Dataset entries:
+ + + + +

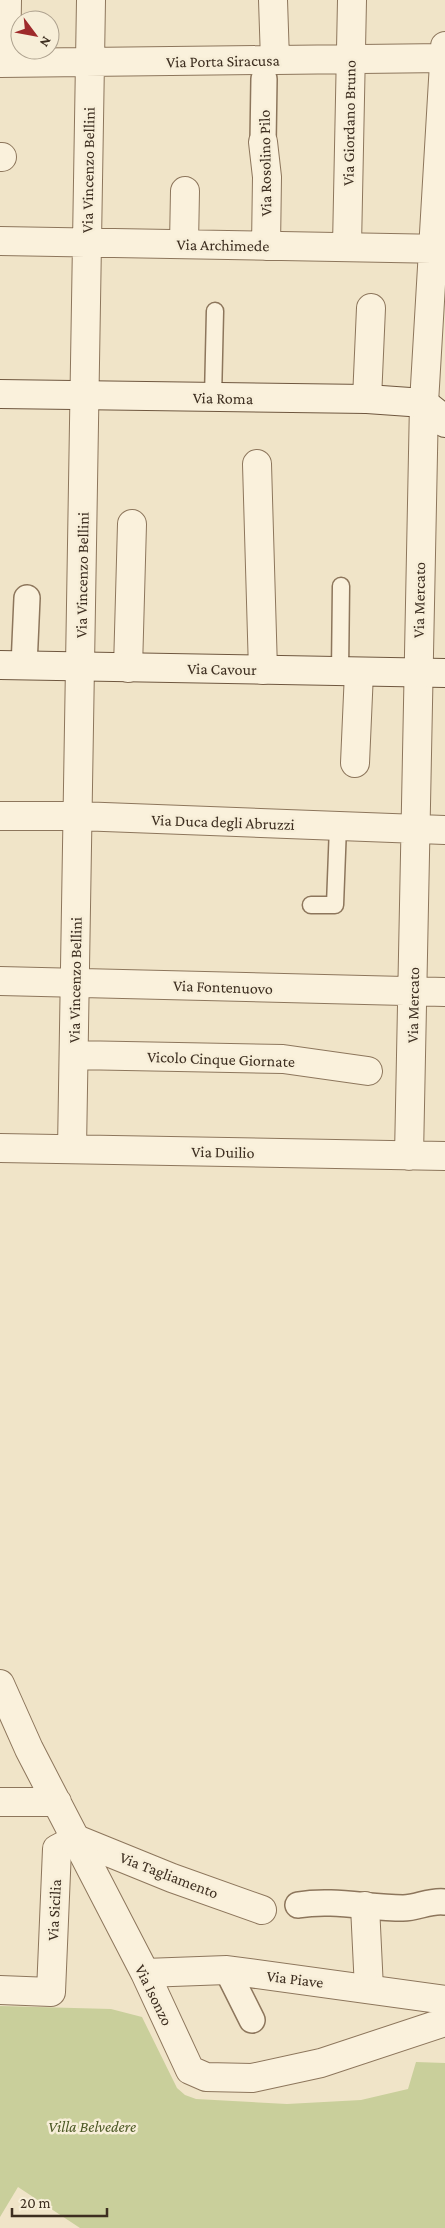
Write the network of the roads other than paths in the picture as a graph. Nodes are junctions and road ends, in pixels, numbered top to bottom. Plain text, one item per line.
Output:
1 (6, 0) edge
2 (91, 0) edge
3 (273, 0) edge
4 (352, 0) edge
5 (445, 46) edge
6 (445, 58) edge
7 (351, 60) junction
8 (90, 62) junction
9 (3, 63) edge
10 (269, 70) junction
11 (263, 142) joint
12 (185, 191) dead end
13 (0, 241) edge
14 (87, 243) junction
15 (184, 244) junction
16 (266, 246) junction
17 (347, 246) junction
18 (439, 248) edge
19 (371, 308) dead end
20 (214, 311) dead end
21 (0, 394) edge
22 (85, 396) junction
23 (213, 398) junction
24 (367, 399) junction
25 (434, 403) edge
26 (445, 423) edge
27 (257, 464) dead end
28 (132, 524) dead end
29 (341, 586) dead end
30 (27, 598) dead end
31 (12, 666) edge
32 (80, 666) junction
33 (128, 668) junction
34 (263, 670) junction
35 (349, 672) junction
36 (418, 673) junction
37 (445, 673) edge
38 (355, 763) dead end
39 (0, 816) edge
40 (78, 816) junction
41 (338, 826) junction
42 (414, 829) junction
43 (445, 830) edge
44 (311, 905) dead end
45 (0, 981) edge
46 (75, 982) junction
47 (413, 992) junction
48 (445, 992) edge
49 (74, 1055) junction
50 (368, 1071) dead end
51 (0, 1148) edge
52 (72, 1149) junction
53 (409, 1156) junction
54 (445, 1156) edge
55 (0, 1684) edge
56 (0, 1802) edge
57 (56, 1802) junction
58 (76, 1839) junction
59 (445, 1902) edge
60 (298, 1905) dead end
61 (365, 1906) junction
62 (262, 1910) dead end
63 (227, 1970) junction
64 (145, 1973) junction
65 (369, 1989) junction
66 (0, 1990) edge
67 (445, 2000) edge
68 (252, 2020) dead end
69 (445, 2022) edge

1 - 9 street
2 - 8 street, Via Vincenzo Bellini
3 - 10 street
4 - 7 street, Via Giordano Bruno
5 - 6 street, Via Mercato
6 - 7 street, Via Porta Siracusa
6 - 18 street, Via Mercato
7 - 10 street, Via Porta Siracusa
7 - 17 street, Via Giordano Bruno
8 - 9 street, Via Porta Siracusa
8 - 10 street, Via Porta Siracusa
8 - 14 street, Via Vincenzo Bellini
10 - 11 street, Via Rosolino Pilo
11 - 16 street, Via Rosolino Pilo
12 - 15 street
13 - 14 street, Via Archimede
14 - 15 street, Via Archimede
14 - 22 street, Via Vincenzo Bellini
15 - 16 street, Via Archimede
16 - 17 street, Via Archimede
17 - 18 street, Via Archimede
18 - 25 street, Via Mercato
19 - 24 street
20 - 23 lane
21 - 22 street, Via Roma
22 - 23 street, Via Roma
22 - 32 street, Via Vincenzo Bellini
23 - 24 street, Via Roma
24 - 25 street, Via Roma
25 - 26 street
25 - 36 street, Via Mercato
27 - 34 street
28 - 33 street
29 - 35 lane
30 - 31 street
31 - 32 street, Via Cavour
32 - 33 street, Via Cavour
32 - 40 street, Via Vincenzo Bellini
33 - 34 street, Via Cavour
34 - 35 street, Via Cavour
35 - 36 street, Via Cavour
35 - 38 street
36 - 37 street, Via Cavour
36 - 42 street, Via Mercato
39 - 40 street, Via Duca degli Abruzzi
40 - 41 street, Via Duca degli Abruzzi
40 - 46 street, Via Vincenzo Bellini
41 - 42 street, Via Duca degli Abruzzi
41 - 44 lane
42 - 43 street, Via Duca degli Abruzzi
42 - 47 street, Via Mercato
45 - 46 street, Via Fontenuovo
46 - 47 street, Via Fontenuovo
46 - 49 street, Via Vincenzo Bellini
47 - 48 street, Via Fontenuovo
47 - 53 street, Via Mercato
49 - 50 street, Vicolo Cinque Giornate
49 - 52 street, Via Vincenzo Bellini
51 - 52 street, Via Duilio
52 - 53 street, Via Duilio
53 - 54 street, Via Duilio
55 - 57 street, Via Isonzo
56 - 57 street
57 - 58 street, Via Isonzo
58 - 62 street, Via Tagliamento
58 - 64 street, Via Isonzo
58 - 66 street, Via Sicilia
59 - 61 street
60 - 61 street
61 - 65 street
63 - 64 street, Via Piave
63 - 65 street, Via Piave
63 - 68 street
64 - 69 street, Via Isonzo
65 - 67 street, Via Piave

+ + + + +

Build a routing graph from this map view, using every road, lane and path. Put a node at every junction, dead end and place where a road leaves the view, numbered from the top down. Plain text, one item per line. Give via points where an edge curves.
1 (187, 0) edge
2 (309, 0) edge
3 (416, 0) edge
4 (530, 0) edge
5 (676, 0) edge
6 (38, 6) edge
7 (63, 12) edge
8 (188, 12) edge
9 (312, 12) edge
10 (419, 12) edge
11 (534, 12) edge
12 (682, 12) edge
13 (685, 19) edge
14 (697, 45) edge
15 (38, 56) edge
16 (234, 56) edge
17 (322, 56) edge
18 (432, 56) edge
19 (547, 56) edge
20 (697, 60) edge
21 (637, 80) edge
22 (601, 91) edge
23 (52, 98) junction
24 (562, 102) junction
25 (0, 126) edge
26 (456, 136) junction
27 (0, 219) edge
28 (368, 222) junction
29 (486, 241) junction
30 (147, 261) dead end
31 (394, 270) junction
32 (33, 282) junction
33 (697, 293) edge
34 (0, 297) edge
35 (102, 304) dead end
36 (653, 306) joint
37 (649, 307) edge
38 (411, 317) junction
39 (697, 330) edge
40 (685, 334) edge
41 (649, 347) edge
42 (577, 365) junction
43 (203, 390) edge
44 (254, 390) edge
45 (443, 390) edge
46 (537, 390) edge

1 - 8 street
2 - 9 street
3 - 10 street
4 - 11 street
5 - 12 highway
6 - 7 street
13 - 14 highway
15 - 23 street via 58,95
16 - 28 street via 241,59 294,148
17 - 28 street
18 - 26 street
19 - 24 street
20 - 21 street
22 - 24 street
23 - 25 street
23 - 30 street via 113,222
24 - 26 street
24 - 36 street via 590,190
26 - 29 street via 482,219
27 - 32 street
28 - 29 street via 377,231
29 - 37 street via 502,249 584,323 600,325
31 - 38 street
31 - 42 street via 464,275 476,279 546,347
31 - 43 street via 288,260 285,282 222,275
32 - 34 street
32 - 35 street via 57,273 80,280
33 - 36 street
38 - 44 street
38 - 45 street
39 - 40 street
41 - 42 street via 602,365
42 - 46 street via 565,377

+ + + + +

Your assignment
In the records, which lines mention the word "Siracusa"? Copy those lines.

Response to this exercise
6 - 7 street, Via Porta Siracusa
7 - 10 street, Via Porta Siracusa
8 - 9 street, Via Porta Siracusa
8 - 10 street, Via Porta Siracusa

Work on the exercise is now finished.